Goal of the exercise -> Your reply must be one number: the count of lines in the data below that contain "pinky".

Human keypoint data
┄┄┄┄┄┄┄┄┄┄┄┄┄┄┄┄┄┄┄┄

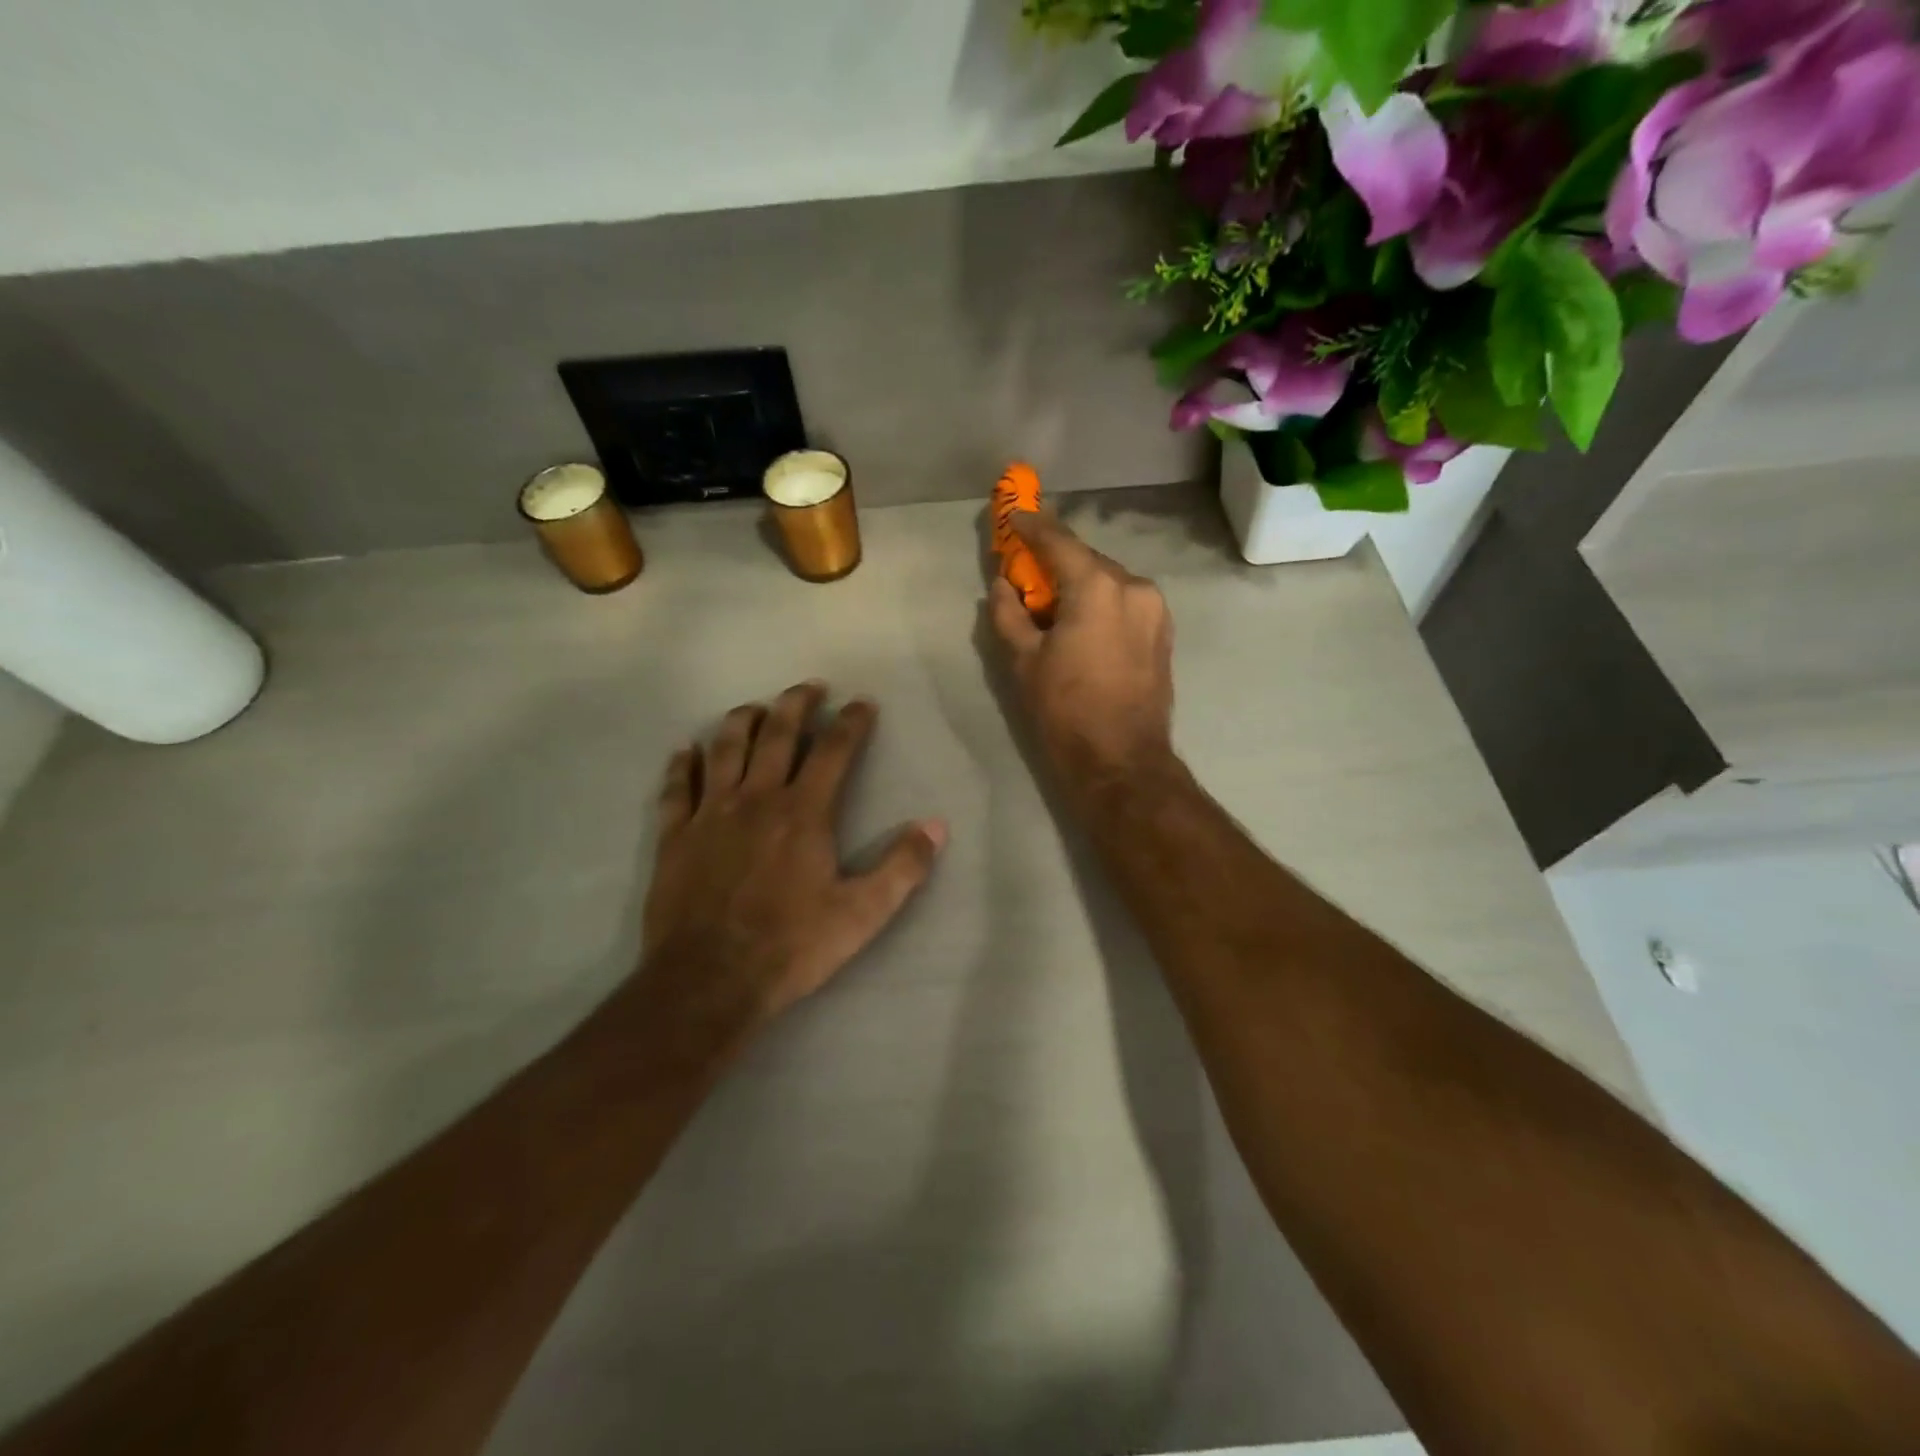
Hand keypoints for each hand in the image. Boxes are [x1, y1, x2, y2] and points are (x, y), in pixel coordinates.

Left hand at [639, 683, 946, 1040]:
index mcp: (804, 812)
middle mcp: (757, 799)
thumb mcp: (862, 913)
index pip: (833, 750)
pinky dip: (682, 764)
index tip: (862, 703)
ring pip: (725, 749)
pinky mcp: (675, 836)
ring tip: (755, 707)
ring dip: (742, 720)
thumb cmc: (792, 946)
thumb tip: (936, 826)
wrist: (709, 980)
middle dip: (796, 704)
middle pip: (777, 735)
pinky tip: (686, 750)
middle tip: (809, 687)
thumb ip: (902, 867)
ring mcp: (711, 814)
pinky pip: (677, 787)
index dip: (851, 722)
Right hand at [988, 512, 1176, 791]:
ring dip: (1080, 586)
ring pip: (1108, 583)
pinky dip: (1100, 604)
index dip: (1033, 526)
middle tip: (1027, 573)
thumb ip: (1008, 614)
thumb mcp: (1023, 662)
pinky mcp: (1162, 634)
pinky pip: (1124, 604)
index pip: (1060, 542)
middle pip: (1087, 561)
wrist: (1121, 762)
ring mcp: (1155, 610)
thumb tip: (1002, 586)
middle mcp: (1134, 587)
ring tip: (1053, 609)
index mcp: (1098, 587)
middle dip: (1056, 563)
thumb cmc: (1065, 711)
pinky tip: (1081, 626)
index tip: (1014, 515)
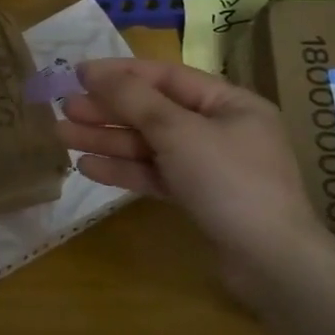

┄┄┄┄┄┄┄┄┄┄┄┄┄┄┄┄┄┄┄┄

Answer for the task -> 8